### PROBLEM DETAILS
Give only the number of lines in the following entries where "nodes" appears.

### Dataset entries
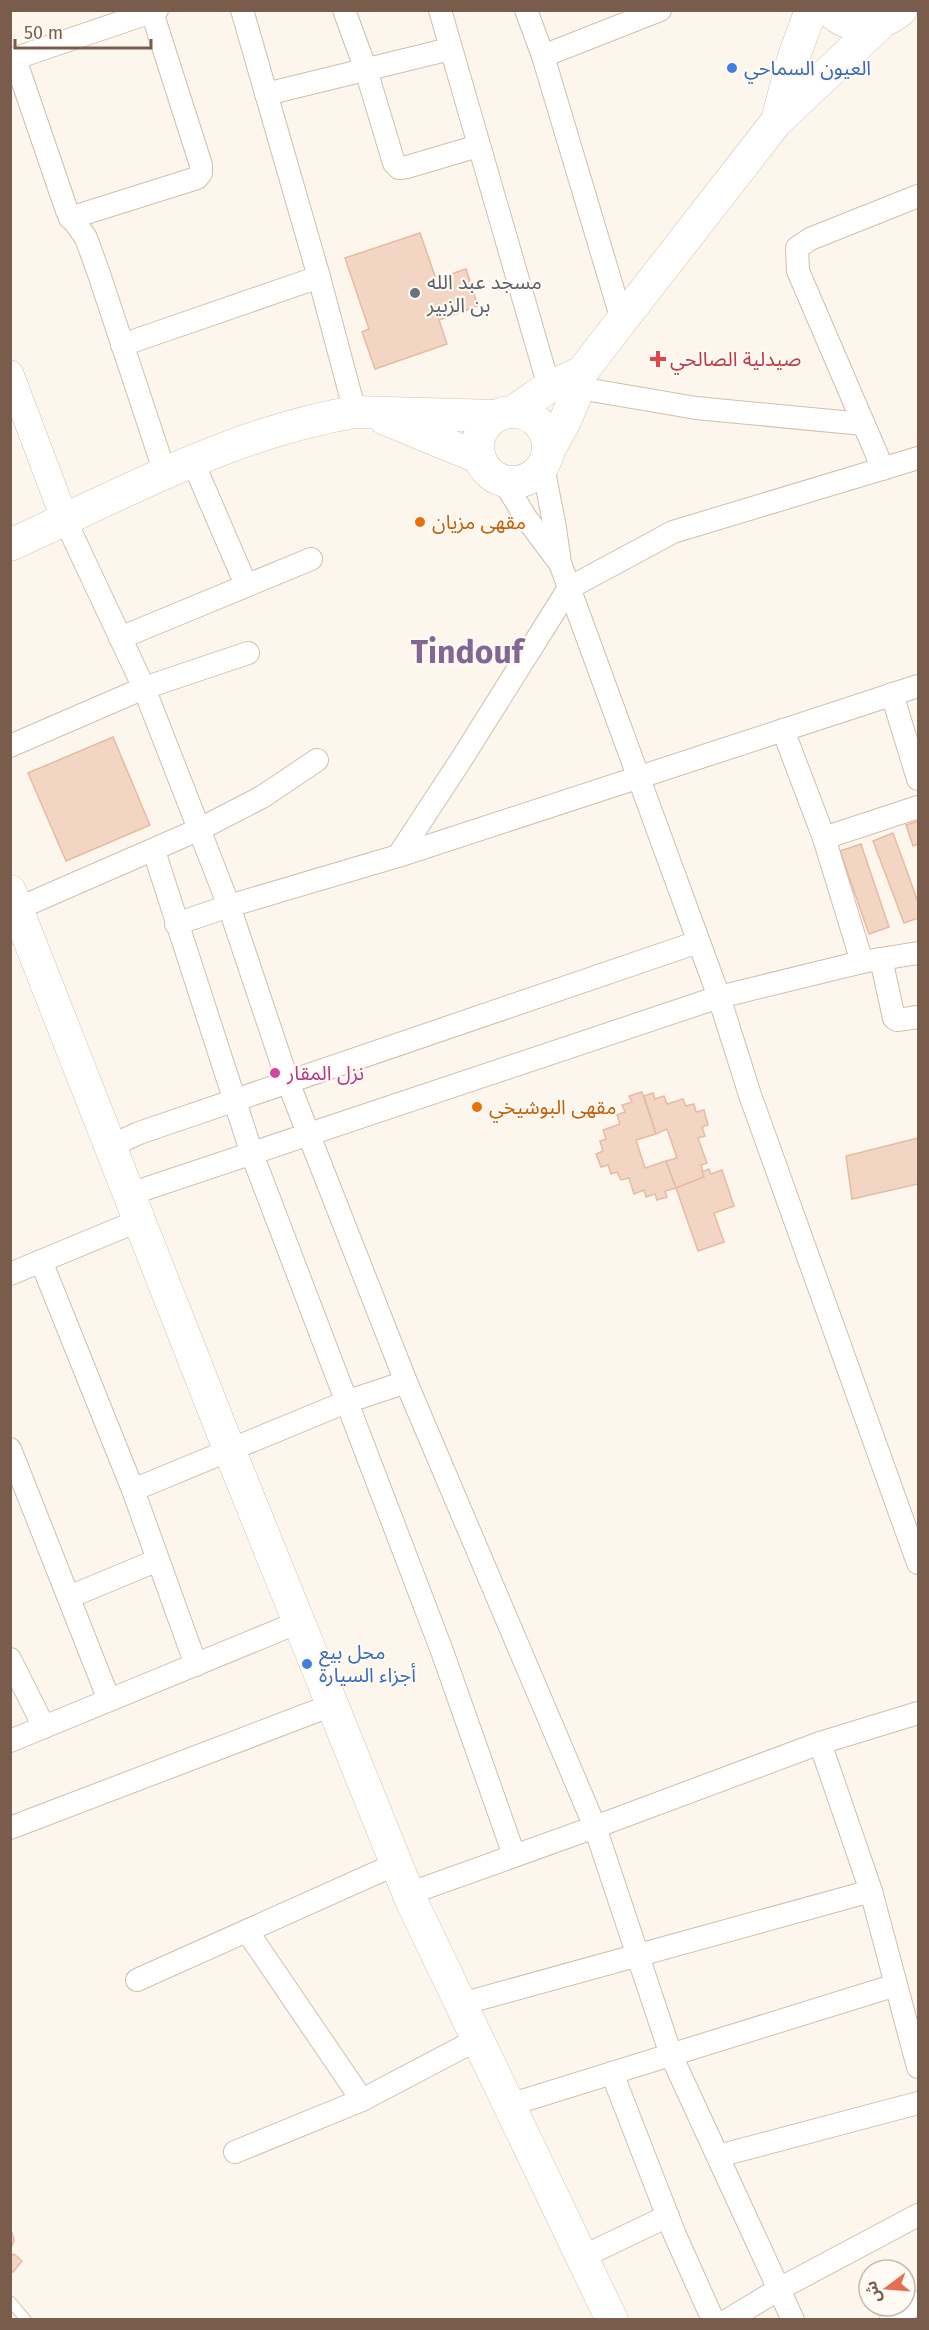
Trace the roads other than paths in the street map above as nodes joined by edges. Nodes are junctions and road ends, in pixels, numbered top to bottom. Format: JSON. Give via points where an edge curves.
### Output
{"nodes":[{"id":1,"x":242,"y":10,"type":"edge"},
{"id":2,"x":344,"y":10,"type":"edge"},
{"id":3,"x":440,"y":10,"type":"edge"},
{"id":4,"x":526,"y":10,"type":"edge"},
{"id":5,"x":660,"y":10,"type":"edge"},
{"id":6,"x":811,"y":10,"type":"edge"},
{"id":7,"x":829,"y":10,"type":"edge"},
{"id":8,"x":154,"y":11,"type":"edge"},
{"id":9,"x":890,"y":18,"type":"edge"},
{"id":10,"x":918,"y":25,"type":"edge"},
{"id":11,"x":450,"y":49,"type":"junction"},
{"id":12,"x":543,"y":56,"type":"junction"},
{"id":13,"x":13,"y":59,"type":"edge"},
{"id":14,"x":366,"y":70,"type":"junction"},
{"id":15,"x":266,"y":94,"type":"junction"},
{"id":16,"x":777,"y":121,"type":"junction"},
{"id":17,"x":478,"y":146,"type":"junction"},
{"id":18,"x":918,"y":196,"type":"edge"},
{"id":19,"x":70,"y":218,"type":"junction"},
{"id":20,"x":319,"y":277,"type":"junction"},
{"id":21,"x":622,"y":320,"type":"junction"},
{"id":22,"x":122,"y":345,"type":"junction"},
{"id":23,"x":10,"y":374,"type":"edge"},
{"id":24,"x":570,"y":382,"type":"junction"},
{"id":25,"x":15,"y":401,"type":"edge"},
{"id":26,"x":361,"y":412,"type":"junction"},
{"id":27,"x":505,"y":414,"type":"junction"},
{"id":28,"x":863,"y":424,"type":"junction"},
{"id":29,"x":480,"y":458,"type":"junction"},
{"id":30,"x":546,"y":458,"type":"junction"},
{"id":31,"x":918,"y":458,"type":"edge"},
{"id":32,"x":179,"y":467,"type":"junction"},
{"id":33,"x":883,"y":469,"type":"junction"},
{"id":34,"x":503,"y":480,"type":"junction"},
{"id":35,"x":65,"y":520,"type":"junction"},
{"id":36,"x":10,"y":545,"type":"edge"},
{"id":37,"x":311,"y":559,"type":"dead end"},
{"id":38,"x":560,"y":563,"type":"junction"},
{"id":39,"x":246,"y":585,"type":"junction"},
{"id":40,"x":569,"y":588,"type":"junction"},
{"id":41,"x":120,"y":638,"type":"junction"},
{"id":42,"x":248,"y":653,"type":"dead end"},
{"id":43,"x":918,"y":686,"type":"edge"},
{"id":44,"x":144,"y":688,"type":"junction"},
{"id":45,"x":892,"y":694,"type":"junction"},
{"id":46,"x":783,"y":730,"type":"junction"},
{"id":47,"x":10,"y":746,"type":"edge"},
{"id":48,"x":317,"y":760,"type":"dead end"},
{"id":49,"x":637,"y":777,"type":"junction"},
{"id":50,"x":918,"y":779,"type":"edge"},
{"id":51,"x":918,"y":807,"type":"edge"},
{"id":52,"x":200,"y":829,"type":"junction"},
{"id":53,"x":824,"y":837,"type":"junction"},
{"id":54,"x":154,"y":851,"type":"junction"},
{"id":55,"x":398,"y":856,"type":"junction"},
{"id":56,"x":13,"y":904,"type":"edge"},
{"id":57,"x":229,"y":906,"type":"junction"},
{"id":58,"x":176,"y":924,"type":"junction"},
{"id":59,"x":698,"y":942,"type":"junction"},
{"id":60,"x":918,"y":953,"type":"edge"},
{"id":61,"x":871,"y":961,"type":"junction"},
{"id":62,"x":719,"y":997,"type":"junction"},
{"id":63,"x":918,"y":1017,"type":"edge"},
{"id":64,"x":288,"y":1082,"type":"junction"},
{"id":65,"x":234,"y":1102,"type":"junction"},
{"id":66,"x":309,"y":1135,"type":"junction"},
{"id":67,"x":111,"y":1146,"type":"junction"},
{"id":68,"x":252,"y":1154,"type":"junction"},
{"id":69,"x":135,"y":1207,"type":"junction"},
{"id":70,"x":41,"y":1261,"type":"junction"},
{"id":71,"x":10,"y":1274,"type":"edge"},
{"id":72,"x":406,"y":1382,"type":"junction"},
{"id":73,"x":346,"y":1402,"type":"junction"},
{"id":74,"x":10,"y":1449,"type":"edge"},
{"id":75,"x":229,"y":1449,"type":"junction"},
{"id":76,"x":133,"y":1490,"type":"junction"},
{"id":77,"x":158,"y":1560,"type":"junction"},
{"id":78,"x":918,"y":1563,"type":"edge"},
{"id":79,"x":69,"y":1597,"type":"junction"},
{"id":80,"x":299,"y":1622,"type":"junction"},
{"id":81,"x":10,"y":1659,"type":"edge"},
{"id":82,"x":196,"y":1665,"type":"junction"},
{"id":83,"x":109,"y":1700,"type":"junction"},
{"id":84,"x":332,"y":1705,"type":"junction"},
{"id":85,"x":918,"y":1713,"type":"edge"},
{"id":86,"x":44,"y":1727,"type":"junction"},
{"id":87,"x":10,"y":1741,"type":"edge"},
{"id":88,"x":820,"y":1743,"type":"junction"},
{"id":89,"x":595,"y":1827,"type":"junction"},
{"id":90,"x":10,"y":1828,"type":"edge"},
{"id":91,"x":514,"y":1854,"type":"junction"},
{"id":92,"x":396,"y":1864,"type":"junction"},
{"id":93,"x":871,"y":1891,"type":"junction"},
{"id":94,"x":408,"y":1894,"type":"junction"},
{"id":95,"x":247,"y":1931,"type":"junction"},
{"id":96,"x":638,"y":1954,"type":"junction"},
{"id":97,"x":138,"y":1980,"type":"dead end"},
{"id":98,"x":896,"y":1985,"type":"junction"},
{"id":99,"x":460,"y":2004,"type":"junction"},
{"id":100,"x":478,"y":2038,"type":"junction"},
{"id":101,"x":671,"y":2055,"type":"junction"},
{"id":102,"x":918,"y":2067,"type":"edge"},
{"id":103,"x":612,"y":2073,"type":"junction"},
{"id":104,"x":362,"y":2100,"type":"junction"},
{"id":105,"x":918,"y":2103,"type":"edge"},
{"id":106,"x":509,"y":2105,"type":"junction"},
{"id":107,"x":235,"y":2152,"type":"dead end"},
{"id":108,"x":718,"y":2156,"type":"junction"},
{"id":109,"x":918,"y":2215,"type":"edge"},
{"id":110,"x":668,"y":2217,"type":"junction"},
{"id":111,"x":582,"y":2257,"type":"junction"},
{"id":112,"x":780,"y":2289,"type":"junction"},
{"id":113,"x":10,"y":2301,"type":"edge"},
{"id":114,"x":918,"y":2302,"type":"edge"},
{"id":115,"x":26,"y":2319,"type":"edge"},
{"id":116,"x":612,"y":2319,"type":"edge"},
{"id":117,"x":712,"y":2319,"type":"edge"},
{"id":118,"x":728,"y":2319,"type":"edge"},
{"id":119,"x":793,"y":2319,"type":"edge"},
{"id":120,"x":891,"y":2319,"type":"edge"}],
"edges":[{"from":1,"to":15,"type":"street"},
{"from":2,"to":14,"type":"street"},
{"from":3,"to":11,"type":"street"},
{"from":4,"to":12,"type":"street"},
{"from":5,"to":12,"type":"street"},
{"from":6,"to":16,"type":"main road"},
{"from":7,"to":9,"type":"main road","via":[[858,26]]},
{"from":8,"to":13,"type":"street"},
{"from":8,"to":19,"type":"street","via":[[201,174]]},
{"from":9,"to":10,"type":"main road"},
{"from":9,"to":16,"type":"main road"},
{"from":11,"to":14,"type":"street"},
{"from":11,"to":17,"type":"street"},
{"from":12,"to":21,"type":"street"},
{"from":13,"to":19,"type":"street"},
{"from":14,"to":15,"type":"street"},
{"from":14,"to":17,"type":"street","via":[[394,164],[399,168]]},
{"from":15,"to":20,"type":"street"},
{"from":16,"to":21,"type":"main road"},
{"from":17,"to":24,"type":"street"},
{"from":18,"to":28,"type":"street","via":[[810,239],[797,248],[798,271]]},
{"from":19,"to":22,"type":"street","via":[[86,238]]},
{"from":20,"to":22,"type":"street"},
{"from":20,"to":26,"type":"street"},
{"from":21,"to":24,"type":"main road"},
{"from":22,"to":32,"type":"street"},
{"from":23,"to":25,"type":"street"},
{"from":24,"to":27,"type":"main road"},
{"from":24,"to":28,"type":"street","via":[[696,408]]},
{"from":24,"to":30,"type":"main road","via":[[564,423]]},
{"from":25,"to":35,"type":"street"},
{"from":26,"to":27,"type":"main road"},
{"from":26,"to":29,"type":"main road"},
{"from":26,"to":32,"type":"main road","via":[[333,415],[250,439]]},
{"from":27,"to":29,"type":"main road","via":[[483,430],[479,439]]},
{"from":27,"to":30,"type":"main road","via":[[525,414],[535,419],[548,438]]},
{"from":28,"to":33,"type":"street"},
{"from":29,"to":34,"type":"main road","via":[[493,476]]},
{"from":30,"to":34,"type":"main road","via":[[536,475],[514,482]]},
{"from":30,"to":38,"type":"street"},
{"from":31,"to":33,"type":"street"},
{"from":32,"to":35,"type":"main road"},
{"from":32,"to":39,"type":"street"},
{"from":33,"to":40,"type":"street","via":[[673,532]]},
{"from":34,"to":38,"type":"street"},
{"from":35,"to":36,"type":"main road"},
{"from":35,"to":41,"type":"street"},
{"from":37,"to":39,"type":"street"},
{"from":38,"to":40,"type":"street"},
{"from":39,"to":41,"type":"street"},
{"from":40,"to":49,"type":"street"},
{"from":40,"to":55,"type":"street"},
{"from":41,"to":44,"type":"street"},
{"from":42,"to":44,"type":"street"},
{"from":43,"to":45,"type":"street"},
{"from":44,"to":47,"type":"street"},
{"from":44,"to":52,"type":"street"},
{"from":45,"to":46,"type":"street"},
{"from":45,"to":50,"type":"street"},
{"from":46,"to":49,"type":"street"},
{"from":46,"to":53,"type":"street"},
{"from":48,"to":52,"type":"street","via":[[262,796]]},
{"from":49,"to":55,"type":"street"},
{"from":49,"to":59,"type":"street"},
{"from":51,"to":53,"type":"street"},
{"from":52,"to":54,"type":"street"},
{"from":52,"to":57,"type":"street"},
{"from":53,"to":61,"type":"street"},
{"from":54,"to":56,"type":"street"},
{"from":54,"to":58,"type":"street"},
{"from":55,"to":57,"type":"street"},
{"from":56,"to":67,"type":"main road"},
{"from":57,"to":58,"type":"street"},
{"from":57,"to":64,"type":"street"},
{"from":58,"to":65,"type":"street"},
{"from":59,"to":62,"type":"street"},
{"from":59,"to":64,"type":"street"},
{"from":60,"to":61,"type":"street"},
{"from":61,"to":62,"type":"street"},
{"from":61,"to":63,"type":"street","via":[[894,1018]]},
{"from":62,"to":66,"type":"street"},
{"from":62,"to":78,"type":"street","via":[[754,1106]]},
{"from":64,"to":65,"type":"street"},
{"from":64,"to":66,"type":"street"},
{"from":65,"to":67,"type":"street"},
{"from":65,"to":68,"type":"street"},
{"from":66,"to":68,"type":"street"},
{"from":66,"to":72,"type":"street"},
{"from":67,"to":69,"type":"main road"},
{"from":68,"to":69,"type":"street"},
{"from":68,"to":73,"type":"street"},
{"from":69,"to":70,"type":"street"},
{"from":69,"to":75,"type":"main road"},
{"from":70,"to":71,"type":"street"},
{"from":70,"to":76,"type":"street"},
{"from":72,"to":73,"type":"street"},
{"from":72,"to":89,"type":"street"},
{"from":73,"to":75,"type":"street"},
{"from":73,"to":91,"type":"street","via":[[442,1651]]},
{"from":74,"to":79,"type":"street"},
{"from":75,"to":76,"type":"street"},
{"from":75,"to":80,"type":"main road"},
{"from":76,"to":77,"type":"street"},
{"from":77,"to":79,"type":"street"},
{"from":77,"to":82,"type":"street"},
{"from":79,"to":83,"type":"street"},
{"from":80,"to":82,"type":"street"},
{"from":80,"to":84,"type":"main road"},
{"from":81,"to":86,"type":"street"},
{"from":82,"to":83,"type":"street"},
{"from":83,"to":86,"type":"street"},
{"from":84,"to":90,"type":"street"},
{"from":84,"to":92,"type":"main road"},
{"from":85,"to":88,"type":"street"},
{"from":86,"to":87,"type":"street"},
{"from":88,"to":89,"type":"street"},
{"from":88,"to":93,"type":"street"},
{"from":89,"to":91,"type":"street"},
{"from":89,"to":96,"type":"street"},
{"from":91,"to":94,"type":"street"},
{"from":92,"to":94,"type":"main road"},
{"from":92,"to":95,"type":"street"},
{"from":93,"to":96,"type":"street"},
{"from":93,"to":98,"type":"street"},
{"from":94,"to":99,"type":"main road"},
{"from":95,"to":97,"type":"street"},
{"from":95,"to":104,"type":"street"},
{"from":96,"to":99,"type":"street"},
{"from":96,"to":101,"type":"street"},
{"from":98,"to":101,"type":"street"},
{"from":98,"to":102,"type":"street"},
{"from":99,"to":100,"type":"main road"},
{"from":100,"to":104,"type":"street"},
{"from":100,"to":106,"type":"main road"},
{"from":101,"to":103,"type":"street"},
{"from":101,"to":108,"type":"street"},
{"from":103,"to":106,"type":"street"},
{"from":103,"to":110,"type":"street"},
{"from":104,"to":107,"type":"street"},
{"from":105,"to":108,"type":"street"},
{"from":106,"to":111,"type":"main road"},
{"from":108,"to":112,"type":"street"},
{"from":109,"to":112,"type":"street"},
{"from":110,"to":111,"type":"street"},
{"from":110,"to":117,"type":"street"},
{"from":111,"to":116,"type":"main road"},
{"from":112,"to":118,"type":"street"},
{"from":112,"to":119,"type":"street"},
{"from":113,"to":115,"type":"lane"},
{"from":114,"to":120,"type":"street"}]}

### RESULT OF THE EXERCISE
2